··· Records provided
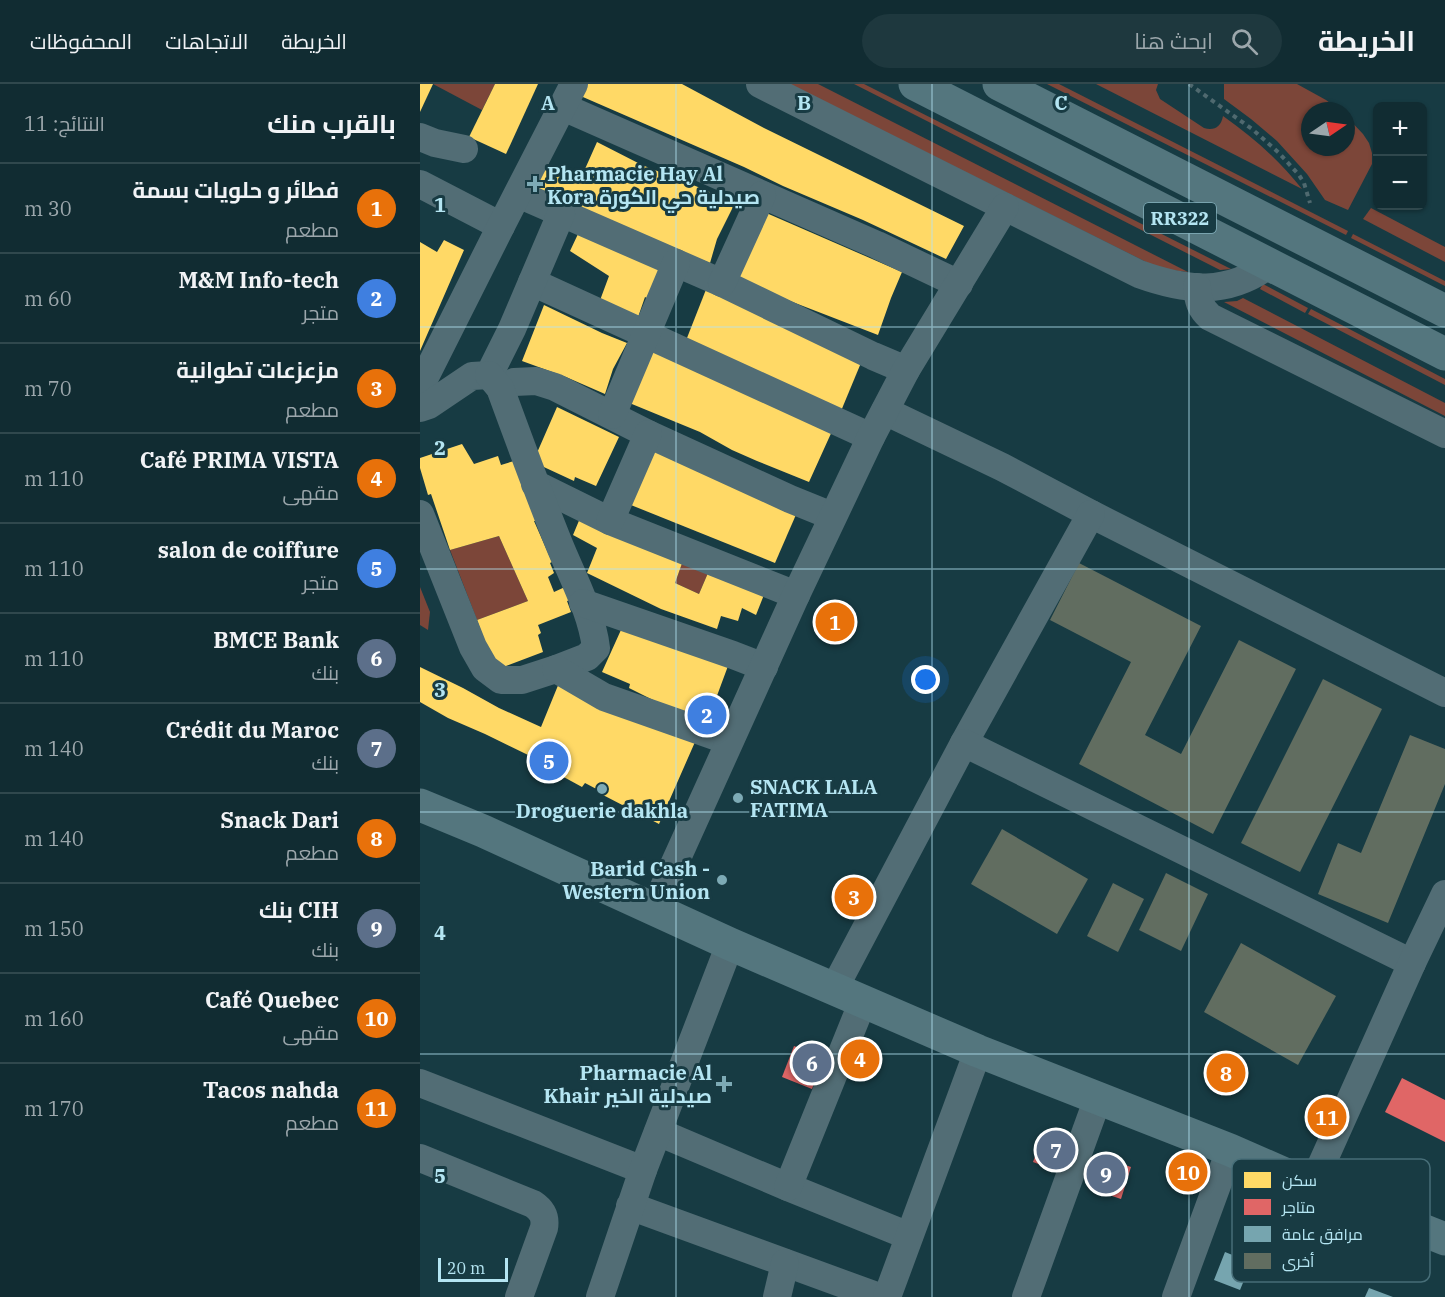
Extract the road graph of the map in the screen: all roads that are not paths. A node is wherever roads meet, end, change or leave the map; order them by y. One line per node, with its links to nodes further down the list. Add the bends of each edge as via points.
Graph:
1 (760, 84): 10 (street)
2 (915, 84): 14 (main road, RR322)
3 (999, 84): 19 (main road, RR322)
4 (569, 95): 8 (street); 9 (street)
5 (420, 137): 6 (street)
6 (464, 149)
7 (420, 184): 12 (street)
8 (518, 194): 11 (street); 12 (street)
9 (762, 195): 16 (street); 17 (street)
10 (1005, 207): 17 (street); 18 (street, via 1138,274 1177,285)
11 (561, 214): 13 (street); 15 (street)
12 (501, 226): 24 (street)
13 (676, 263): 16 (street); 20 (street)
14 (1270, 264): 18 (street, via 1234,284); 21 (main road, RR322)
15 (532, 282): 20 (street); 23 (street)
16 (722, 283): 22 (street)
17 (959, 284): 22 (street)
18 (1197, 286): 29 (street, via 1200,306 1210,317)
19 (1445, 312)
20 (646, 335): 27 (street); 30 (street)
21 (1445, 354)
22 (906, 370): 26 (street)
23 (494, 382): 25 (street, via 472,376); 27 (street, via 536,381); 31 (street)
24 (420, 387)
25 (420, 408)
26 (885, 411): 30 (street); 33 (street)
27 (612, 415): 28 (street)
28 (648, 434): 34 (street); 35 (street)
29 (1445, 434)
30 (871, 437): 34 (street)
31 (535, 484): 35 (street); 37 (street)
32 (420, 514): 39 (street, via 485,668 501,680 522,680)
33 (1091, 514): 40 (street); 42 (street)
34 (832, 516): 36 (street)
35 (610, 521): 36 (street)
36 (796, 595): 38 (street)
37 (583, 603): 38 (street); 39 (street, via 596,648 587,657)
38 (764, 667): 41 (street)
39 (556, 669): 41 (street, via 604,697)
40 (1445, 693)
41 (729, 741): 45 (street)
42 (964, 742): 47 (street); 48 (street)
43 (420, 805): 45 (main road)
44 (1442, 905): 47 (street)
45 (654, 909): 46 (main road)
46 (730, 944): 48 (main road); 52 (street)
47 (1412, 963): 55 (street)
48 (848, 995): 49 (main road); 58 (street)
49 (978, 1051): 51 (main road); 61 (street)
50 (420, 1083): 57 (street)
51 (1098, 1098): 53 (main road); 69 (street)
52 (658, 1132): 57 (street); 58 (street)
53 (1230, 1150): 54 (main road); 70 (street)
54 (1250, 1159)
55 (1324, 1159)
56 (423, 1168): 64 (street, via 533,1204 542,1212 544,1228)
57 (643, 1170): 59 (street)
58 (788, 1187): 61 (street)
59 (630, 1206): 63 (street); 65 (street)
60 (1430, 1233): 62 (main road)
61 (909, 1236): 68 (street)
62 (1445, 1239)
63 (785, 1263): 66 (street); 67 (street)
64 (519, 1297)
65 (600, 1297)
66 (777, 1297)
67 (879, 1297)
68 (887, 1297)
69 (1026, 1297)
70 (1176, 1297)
······
• **What is being asked**:
Return the records word for word, leaving every picture out of the copy.

• **Exercise result**:
Extract the road graph of the map in the screen: all roads that are not paths. A node is wherever roads meet, end, change or leave the map; order them by y. One line per node, with its links to nodes further down the list. Add the bends of each edge as via points.
Graph:
1 (760, 84): 10 (street)
2 (915, 84): 14 (main road, RR322)
3 (999, 84): 19 (main road, RR322)
4 (569, 95): 8 (street); 9 (street)
5 (420, 137): 6 (street)
6 (464, 149)
7 (420, 184): 12 (street)
8 (518, 194): 11 (street); 12 (street)
9 (762, 195): 16 (street); 17 (street)
10 (1005, 207): 17 (street); 18 (street, via 1138,274 1177,285)
11 (561, 214): 13 (street); 15 (street)
12 (501, 226): 24 (street)
13 (676, 263): 16 (street); 20 (street)
14 (1270, 264): 18 (street, via 1234,284); 21 (main road, RR322)
15 (532, 282): 20 (street); 23 (street)
16 (722, 283): 22 (street)
17 (959, 284): 22 (street)
18 (1197, 286): 29 (street, via 1200,306 1210,317)
19 (1445, 312)
20 (646, 335): 27 (street); 30 (street)
21 (1445, 354)
22 (906, 370): 26 (street)
23 (494, 382): 25 (street, via 472,376); 27 (street, via 536,381); 31 (street)
24 (420, 387)
25 (420, 408)
26 (885, 411): 30 (street); 33 (street)
27 (612, 415): 28 (street)
28 (648, 434): 34 (street); 35 (street)
29 (1445, 434)
30 (871, 437): 34 (street)
31 (535, 484): 35 (street); 37 (street)
32 (420, 514): 39 (street, via 485,668 501,680 522,680)
33 (1091, 514): 40 (street); 42 (street)
34 (832, 516): 36 (street)
35 (610, 521): 36 (street)
36 (796, 595): 38 (street)
37 (583, 603): 38 (street); 39 (street, via 596,648 587,657)
38 (764, 667): 41 (street)
39 (556, 669): 41 (street, via 604,697)
40 (1445, 693)
41 (729, 741): 45 (street)
42 (964, 742): 47 (street); 48 (street)
43 (420, 805): 45 (main road)
44 (1442, 905): 47 (street)
45 (654, 909): 46 (main road)
46 (730, 944): 48 (main road); 52 (street)
47 (1412, 963): 55 (street)
48 (848, 995): 49 (main road); 58 (street)
49 (978, 1051): 51 (main road); 61 (street)
50 (420, 1083): 57 (street)
51 (1098, 1098): 53 (main road); 69 (street)
52 (658, 1132): 57 (street); 58 (street)
53 (1230, 1150): 54 (main road); 70 (street)
54 (1250, 1159)
55 (1324, 1159)
56 (423, 1168): 64 (street, via 533,1204 542,1212 544,1228)
57 (643, 1170): 59 (street)
58 (788, 1187): 61 (street)
59 (630, 1206): 63 (street); 65 (street)
60 (1430, 1233): 62 (main road)
61 (909, 1236): 68 (street)
62 (1445, 1239)
63 (785, 1263): 66 (street); 67 (street)
64 (519, 1297)
65 (600, 1297)
66 (777, 1297)
67 (879, 1297)
68 (887, 1297)
69 (1026, 1297)
70 (1176, 1297)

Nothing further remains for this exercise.